You’re missing me even while you’re looking right at me.

Oh, how many time I’ve done this. When my stance on abortion sets up a blind around the woman who was gutted and now aches from the decisions she’s made. When theological accuracy replaces a hug and an open ear. When my political affiliation alienates anyone on the other “side.” When being right is more important than being a safe place. When a man with a backpack full of pamphlets makes me roll my eyes because I know just as little about him as he does me.

When the mission becomes more important than the person, love is lost.

“We’d like to stop by the next time we’re in your neighborhood. To see how you’re doing,” he says.
I’ll put on my sweatshirt and try not to shush the kids so you think we’re out of town.   

    

I knew. I didn’t know.

I knew what I was in for.

Dirt. Lots and lots of dirt. Enough to crest the murky waters of my kid’s baths and stick like a mossy stain on the side of a dock.

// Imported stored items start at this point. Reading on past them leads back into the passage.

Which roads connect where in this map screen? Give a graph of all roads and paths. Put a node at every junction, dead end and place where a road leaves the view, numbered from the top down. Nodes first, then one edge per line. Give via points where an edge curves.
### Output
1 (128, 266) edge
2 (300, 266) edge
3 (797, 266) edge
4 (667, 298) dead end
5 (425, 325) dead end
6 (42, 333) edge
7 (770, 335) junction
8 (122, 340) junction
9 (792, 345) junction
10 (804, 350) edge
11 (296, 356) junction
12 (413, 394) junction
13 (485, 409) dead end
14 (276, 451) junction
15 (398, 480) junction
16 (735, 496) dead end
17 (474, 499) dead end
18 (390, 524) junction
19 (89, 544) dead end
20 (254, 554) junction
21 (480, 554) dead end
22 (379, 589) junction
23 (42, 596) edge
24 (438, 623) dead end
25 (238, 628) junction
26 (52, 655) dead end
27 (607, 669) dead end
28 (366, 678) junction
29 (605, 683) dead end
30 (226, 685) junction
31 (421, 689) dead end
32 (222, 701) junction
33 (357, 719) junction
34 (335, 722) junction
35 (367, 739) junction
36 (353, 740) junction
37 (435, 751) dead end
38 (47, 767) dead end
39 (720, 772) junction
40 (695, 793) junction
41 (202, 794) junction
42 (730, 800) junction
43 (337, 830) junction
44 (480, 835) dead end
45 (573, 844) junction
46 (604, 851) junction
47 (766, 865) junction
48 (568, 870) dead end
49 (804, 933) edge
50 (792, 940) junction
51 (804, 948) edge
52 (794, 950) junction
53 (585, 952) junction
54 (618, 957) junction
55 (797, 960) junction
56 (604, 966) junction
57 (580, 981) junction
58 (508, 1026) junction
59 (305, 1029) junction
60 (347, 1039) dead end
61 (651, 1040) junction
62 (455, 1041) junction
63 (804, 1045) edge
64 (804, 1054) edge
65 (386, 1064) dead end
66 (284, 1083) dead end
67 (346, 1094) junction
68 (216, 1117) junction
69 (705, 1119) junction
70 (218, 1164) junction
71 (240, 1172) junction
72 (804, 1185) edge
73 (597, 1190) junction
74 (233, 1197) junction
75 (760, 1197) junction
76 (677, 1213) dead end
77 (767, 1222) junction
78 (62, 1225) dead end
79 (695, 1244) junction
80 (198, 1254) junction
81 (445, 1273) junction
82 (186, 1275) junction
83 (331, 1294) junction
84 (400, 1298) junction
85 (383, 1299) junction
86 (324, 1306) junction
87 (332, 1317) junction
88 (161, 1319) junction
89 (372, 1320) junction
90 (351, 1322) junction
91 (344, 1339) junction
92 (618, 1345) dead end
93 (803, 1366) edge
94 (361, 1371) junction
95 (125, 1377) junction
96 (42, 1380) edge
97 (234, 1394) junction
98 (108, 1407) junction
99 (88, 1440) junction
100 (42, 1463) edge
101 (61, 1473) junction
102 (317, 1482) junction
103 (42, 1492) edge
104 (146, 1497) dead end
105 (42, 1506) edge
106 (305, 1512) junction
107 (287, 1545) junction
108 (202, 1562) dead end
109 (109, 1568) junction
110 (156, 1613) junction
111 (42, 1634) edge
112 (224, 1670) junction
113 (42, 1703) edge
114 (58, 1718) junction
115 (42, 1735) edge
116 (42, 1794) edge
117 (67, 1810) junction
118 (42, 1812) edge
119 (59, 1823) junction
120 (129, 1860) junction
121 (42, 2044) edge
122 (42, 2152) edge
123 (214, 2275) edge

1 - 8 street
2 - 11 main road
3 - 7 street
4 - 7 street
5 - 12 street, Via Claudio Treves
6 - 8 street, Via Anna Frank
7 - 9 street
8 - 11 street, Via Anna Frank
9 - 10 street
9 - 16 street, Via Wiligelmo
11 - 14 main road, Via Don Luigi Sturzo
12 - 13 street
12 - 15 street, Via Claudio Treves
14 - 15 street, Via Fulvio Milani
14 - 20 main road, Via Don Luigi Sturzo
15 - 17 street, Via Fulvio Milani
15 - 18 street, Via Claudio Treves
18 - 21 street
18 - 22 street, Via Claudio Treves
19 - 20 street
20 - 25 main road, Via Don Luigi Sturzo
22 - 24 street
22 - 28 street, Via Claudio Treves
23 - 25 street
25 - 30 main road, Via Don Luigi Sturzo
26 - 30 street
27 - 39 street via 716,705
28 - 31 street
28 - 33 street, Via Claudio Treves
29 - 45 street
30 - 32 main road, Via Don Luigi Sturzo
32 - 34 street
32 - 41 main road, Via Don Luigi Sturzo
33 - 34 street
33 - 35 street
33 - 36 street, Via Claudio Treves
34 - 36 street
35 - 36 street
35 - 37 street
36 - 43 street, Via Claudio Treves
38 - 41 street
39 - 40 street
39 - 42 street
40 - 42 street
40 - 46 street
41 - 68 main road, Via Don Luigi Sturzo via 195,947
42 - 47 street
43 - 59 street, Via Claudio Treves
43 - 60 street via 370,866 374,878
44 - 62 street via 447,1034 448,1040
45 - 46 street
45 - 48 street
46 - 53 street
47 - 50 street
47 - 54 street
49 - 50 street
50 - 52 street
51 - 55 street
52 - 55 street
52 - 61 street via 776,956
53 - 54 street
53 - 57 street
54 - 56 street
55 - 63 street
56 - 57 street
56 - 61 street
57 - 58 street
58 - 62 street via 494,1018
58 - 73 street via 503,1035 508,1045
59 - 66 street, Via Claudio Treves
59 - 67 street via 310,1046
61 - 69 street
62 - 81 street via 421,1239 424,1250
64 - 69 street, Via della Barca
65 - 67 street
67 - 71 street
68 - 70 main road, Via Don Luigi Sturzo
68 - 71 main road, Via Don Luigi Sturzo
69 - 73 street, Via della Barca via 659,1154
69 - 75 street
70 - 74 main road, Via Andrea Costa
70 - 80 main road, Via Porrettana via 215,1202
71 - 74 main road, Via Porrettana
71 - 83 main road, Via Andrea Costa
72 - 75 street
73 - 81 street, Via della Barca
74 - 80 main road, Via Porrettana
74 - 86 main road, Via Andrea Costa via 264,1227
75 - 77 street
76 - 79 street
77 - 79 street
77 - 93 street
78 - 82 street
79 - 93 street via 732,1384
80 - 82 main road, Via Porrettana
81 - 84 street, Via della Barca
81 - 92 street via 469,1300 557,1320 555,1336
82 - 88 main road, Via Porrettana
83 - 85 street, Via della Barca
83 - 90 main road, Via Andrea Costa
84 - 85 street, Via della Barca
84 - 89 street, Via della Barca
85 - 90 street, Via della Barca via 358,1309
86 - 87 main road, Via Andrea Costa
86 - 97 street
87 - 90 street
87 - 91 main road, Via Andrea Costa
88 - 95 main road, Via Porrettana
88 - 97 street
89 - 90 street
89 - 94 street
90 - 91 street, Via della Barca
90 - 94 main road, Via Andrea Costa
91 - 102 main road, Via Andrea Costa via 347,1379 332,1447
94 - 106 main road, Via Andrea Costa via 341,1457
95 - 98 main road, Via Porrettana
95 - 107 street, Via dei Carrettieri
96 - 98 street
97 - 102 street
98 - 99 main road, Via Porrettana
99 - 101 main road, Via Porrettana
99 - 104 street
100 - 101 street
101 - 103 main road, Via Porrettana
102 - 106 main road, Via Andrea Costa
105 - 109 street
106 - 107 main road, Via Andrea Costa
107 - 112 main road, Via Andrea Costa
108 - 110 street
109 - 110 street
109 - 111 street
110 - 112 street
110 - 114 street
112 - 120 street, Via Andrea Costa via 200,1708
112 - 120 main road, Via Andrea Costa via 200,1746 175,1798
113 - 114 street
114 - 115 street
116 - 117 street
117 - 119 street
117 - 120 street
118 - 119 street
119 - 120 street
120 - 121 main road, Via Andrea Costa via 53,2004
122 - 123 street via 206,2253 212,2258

Weather. Moody weather. Capricious conditions that drove me to plunge my fingers between the ice in our red cooler just to ease the sweat off my upper lip; then grab my beanie because I start to see my breath, all while I duck from the strikes stabbing the sky and do a quick scan of the woods to make sure my children are not holding their homemade bow and arrow sets into the air like a battle scene from Narnia.    

Walking. Everywhere walking. To eat, to play, to pee; even to drive.

Improvising. Because I always forget something I need to cook or cook with, bathe with, sleep with, or give.

Port-a-potties. Like, more than you’ve ever seen together in one place. Always with a pile on the top unless you were lucky enough to hit them right after cleaning. If you were there, you know what I mean.

Ah, church camp. It’s the same every year. I hit day 5 weary, craving caffeine and fantasizing about the way my kitchen faucet at home can run water for as long as I want it to. I daydream about my family more than 2 inches away while I sprawl on a real mattress, and showering in hot, pummeling streams (as opposed to an ungodly arctic drip) without flip flops. 

I didn’t know.

I didn’t know that when I got home I would miss the smell of bark and sap.

Or the gravelly tone of the band leader while he played white and black keys of hymns that made me think of my husband’s late grandfather, who probably often had a sweaty upper lip too. Not from heat, but from tireless work that grew out of a deep passion for young people he hoped, prayed would come face to face with the One person who could change everything.  

I didn’t know that Facebook would seem, inadequate. 

That as physically spent as I was I would feel an ache for hometown friends, laughs and toddler burns around an old-time lantern, the way my throat burned watching a slideshow reeling before a valley green like watermelon skin, and hot chocolate every morning for 10 impatient kids who want bacon. Yes, 10 kids to 5 adults. Yes.

I didn’t know I needed it. But now I remember why I go back.